Dataset entries
═══

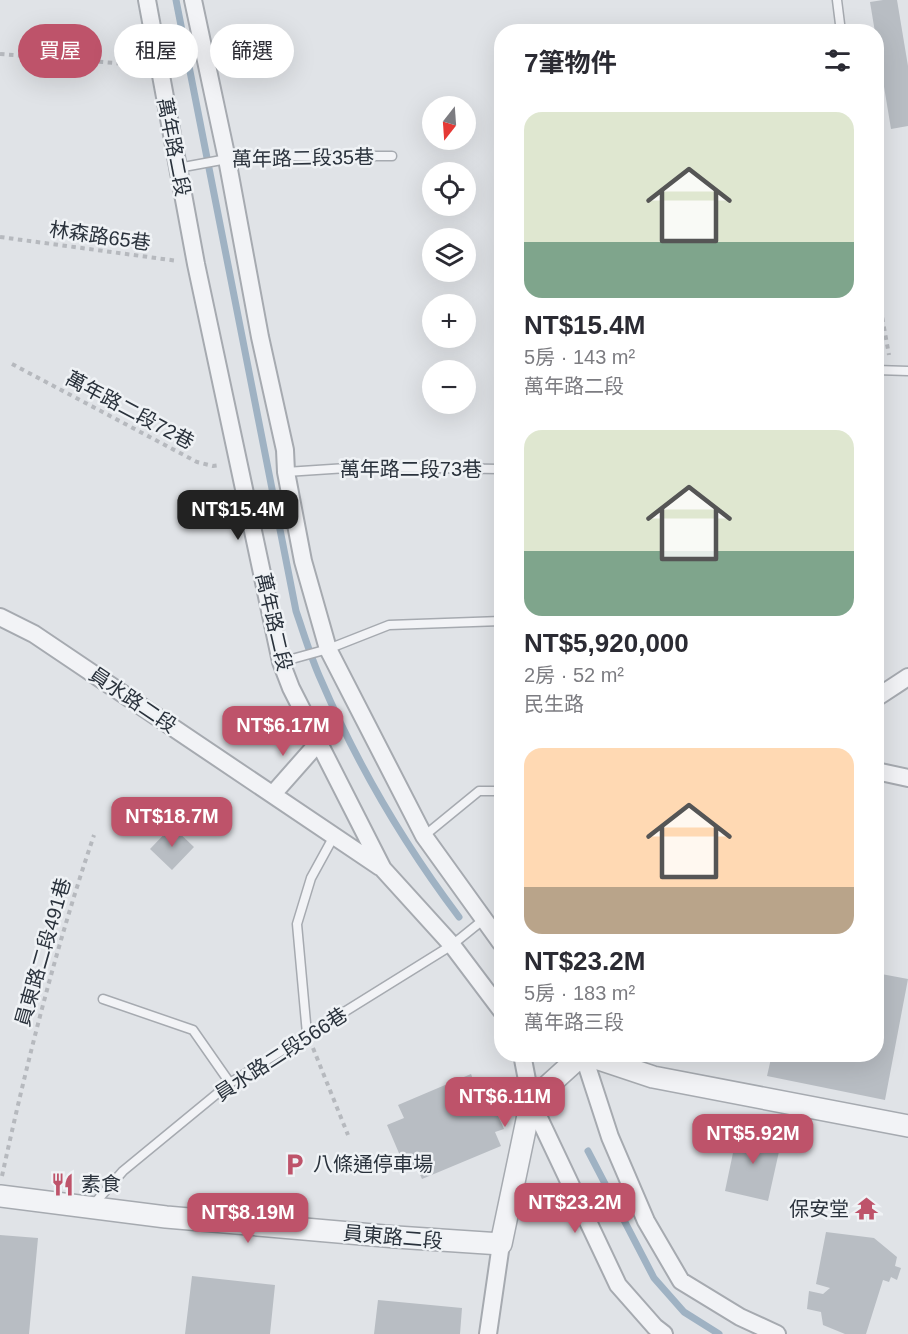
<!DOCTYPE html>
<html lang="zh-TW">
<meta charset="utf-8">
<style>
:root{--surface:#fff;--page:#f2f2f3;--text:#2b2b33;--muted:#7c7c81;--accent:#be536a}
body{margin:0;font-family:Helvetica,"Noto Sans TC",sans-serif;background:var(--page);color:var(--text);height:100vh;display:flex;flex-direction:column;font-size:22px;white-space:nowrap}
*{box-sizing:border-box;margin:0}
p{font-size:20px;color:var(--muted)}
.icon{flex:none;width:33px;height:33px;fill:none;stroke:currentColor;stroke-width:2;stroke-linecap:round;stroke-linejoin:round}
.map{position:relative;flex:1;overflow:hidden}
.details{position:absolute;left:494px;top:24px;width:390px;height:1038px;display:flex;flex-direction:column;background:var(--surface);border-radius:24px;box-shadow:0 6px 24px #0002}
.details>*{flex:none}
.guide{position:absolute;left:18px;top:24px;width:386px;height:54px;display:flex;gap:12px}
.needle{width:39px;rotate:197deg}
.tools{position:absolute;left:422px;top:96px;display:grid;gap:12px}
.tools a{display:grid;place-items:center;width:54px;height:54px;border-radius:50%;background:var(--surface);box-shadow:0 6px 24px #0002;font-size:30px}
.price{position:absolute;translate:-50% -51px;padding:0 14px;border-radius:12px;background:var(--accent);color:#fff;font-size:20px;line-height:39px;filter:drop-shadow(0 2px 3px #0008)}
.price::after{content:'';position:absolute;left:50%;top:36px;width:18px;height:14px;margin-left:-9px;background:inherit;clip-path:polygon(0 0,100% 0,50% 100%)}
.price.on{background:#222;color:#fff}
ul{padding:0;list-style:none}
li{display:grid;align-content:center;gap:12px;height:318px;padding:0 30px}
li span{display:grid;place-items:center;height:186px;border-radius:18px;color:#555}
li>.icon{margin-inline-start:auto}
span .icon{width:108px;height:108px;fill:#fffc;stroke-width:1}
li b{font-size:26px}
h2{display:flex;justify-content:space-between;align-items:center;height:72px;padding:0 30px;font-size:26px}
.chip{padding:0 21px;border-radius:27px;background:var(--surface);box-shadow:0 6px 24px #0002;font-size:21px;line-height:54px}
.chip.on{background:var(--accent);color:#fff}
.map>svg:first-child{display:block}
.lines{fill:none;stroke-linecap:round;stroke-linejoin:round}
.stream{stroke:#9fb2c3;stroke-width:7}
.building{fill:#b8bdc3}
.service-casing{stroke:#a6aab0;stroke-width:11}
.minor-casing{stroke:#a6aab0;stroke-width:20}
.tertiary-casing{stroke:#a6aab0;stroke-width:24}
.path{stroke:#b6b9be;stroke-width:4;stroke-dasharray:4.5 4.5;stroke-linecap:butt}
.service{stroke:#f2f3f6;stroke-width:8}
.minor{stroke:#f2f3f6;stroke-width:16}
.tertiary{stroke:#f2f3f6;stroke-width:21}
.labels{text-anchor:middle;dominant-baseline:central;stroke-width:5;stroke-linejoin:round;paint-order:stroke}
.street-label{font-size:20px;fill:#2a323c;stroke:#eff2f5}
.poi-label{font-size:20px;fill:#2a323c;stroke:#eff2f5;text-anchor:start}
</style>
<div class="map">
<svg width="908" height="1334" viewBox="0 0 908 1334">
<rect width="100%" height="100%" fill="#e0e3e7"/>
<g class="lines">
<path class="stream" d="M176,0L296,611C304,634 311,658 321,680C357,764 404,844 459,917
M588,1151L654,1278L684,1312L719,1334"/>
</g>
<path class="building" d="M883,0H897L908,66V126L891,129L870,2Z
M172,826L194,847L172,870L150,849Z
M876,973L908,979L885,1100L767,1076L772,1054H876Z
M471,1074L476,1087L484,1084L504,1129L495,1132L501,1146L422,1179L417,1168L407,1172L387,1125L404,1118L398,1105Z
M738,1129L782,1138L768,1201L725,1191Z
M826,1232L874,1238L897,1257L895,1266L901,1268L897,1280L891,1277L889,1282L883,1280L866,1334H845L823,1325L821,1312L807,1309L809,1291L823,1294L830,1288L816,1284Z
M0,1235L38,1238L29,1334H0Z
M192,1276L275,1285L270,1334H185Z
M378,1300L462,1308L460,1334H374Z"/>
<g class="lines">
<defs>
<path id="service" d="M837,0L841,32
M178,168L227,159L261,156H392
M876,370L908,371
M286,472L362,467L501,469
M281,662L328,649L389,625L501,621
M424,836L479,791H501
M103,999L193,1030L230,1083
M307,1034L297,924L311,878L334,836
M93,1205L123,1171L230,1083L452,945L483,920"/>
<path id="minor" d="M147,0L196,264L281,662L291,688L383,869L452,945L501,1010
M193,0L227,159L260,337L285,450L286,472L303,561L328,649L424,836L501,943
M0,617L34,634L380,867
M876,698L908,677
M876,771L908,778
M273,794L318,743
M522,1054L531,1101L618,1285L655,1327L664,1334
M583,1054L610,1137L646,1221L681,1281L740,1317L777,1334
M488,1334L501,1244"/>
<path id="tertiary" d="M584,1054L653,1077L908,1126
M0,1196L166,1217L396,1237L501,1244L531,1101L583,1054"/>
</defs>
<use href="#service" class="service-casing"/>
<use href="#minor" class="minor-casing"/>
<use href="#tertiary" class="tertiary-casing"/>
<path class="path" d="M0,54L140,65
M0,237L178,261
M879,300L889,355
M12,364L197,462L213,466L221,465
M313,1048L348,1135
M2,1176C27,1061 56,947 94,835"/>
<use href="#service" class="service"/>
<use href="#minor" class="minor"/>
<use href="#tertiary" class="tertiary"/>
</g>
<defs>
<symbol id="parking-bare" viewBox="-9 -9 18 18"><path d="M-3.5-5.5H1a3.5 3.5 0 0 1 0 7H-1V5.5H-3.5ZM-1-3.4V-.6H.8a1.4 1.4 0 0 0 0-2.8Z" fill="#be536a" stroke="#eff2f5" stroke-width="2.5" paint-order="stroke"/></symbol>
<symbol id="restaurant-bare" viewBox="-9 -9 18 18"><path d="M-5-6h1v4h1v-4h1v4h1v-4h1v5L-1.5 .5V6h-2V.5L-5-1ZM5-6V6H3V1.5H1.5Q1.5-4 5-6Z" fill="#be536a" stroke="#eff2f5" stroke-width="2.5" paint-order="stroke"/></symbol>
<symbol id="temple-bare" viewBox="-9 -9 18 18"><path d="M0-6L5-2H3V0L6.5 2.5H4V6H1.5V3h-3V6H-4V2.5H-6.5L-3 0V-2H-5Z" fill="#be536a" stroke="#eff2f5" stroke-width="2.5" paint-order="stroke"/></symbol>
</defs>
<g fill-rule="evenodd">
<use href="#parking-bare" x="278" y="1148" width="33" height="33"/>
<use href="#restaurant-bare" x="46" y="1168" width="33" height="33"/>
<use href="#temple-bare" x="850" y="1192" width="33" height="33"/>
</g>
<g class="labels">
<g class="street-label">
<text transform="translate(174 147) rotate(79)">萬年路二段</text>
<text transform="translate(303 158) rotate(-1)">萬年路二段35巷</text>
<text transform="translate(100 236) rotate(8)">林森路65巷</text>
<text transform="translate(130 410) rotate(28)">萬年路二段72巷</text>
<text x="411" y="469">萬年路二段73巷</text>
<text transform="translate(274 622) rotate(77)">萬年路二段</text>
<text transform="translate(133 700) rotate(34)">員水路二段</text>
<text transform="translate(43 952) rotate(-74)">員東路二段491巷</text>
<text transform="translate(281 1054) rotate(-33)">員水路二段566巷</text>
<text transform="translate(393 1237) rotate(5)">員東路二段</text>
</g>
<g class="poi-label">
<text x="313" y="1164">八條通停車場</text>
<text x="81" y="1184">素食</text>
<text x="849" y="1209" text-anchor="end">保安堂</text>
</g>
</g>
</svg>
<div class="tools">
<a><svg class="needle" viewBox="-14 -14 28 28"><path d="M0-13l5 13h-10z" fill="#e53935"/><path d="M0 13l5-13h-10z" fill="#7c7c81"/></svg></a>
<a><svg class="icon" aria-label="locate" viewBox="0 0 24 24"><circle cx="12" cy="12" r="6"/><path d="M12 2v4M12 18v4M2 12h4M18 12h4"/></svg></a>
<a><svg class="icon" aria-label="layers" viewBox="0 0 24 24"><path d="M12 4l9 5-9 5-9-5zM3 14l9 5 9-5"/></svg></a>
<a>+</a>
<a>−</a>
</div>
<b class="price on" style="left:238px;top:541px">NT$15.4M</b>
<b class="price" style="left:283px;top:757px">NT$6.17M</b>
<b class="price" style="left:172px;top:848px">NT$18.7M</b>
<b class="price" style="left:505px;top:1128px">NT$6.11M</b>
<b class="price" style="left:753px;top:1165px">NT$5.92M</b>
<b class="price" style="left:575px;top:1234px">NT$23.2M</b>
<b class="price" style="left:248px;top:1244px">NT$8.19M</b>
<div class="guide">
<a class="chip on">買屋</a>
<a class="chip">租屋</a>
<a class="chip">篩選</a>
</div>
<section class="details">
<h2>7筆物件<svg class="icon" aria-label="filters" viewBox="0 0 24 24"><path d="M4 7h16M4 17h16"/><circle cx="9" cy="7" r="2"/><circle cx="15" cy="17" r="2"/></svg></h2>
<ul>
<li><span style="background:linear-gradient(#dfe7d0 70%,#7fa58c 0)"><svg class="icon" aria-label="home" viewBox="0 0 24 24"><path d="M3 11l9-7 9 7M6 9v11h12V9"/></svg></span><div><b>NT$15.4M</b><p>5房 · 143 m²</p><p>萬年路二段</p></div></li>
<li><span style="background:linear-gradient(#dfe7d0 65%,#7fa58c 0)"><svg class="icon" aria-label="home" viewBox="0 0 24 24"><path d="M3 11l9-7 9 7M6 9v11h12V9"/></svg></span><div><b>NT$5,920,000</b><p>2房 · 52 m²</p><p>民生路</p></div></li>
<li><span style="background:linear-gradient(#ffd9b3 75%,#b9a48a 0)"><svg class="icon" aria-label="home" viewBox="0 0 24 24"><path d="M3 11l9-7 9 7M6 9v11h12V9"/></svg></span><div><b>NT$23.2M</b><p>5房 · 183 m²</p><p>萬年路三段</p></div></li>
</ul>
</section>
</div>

═══

YOUR INSTRUCTIONS –
In the entries above, find the line with "M192,1276L275,1285L270,1334H185Z" and the line with "M103,999L193,1030L230,1083", then set down exactly those two and every line between them, nothing else.

SOLUTION TO THIS EXERCISE –
M192,1276L275,1285L270,1334H185Z
M378,1300L462,1308L460,1334H374Z"/>
<g class="lines">
<defs>
<path id="service" d="M837,0L841,32
M178,168L227,159L261,156H392
M876,370L908,371
M286,472L362,467L501,469
M281,662L328,649L389,625L501,621
M424,836L479,791H501
M103,999L193,1030L230,1083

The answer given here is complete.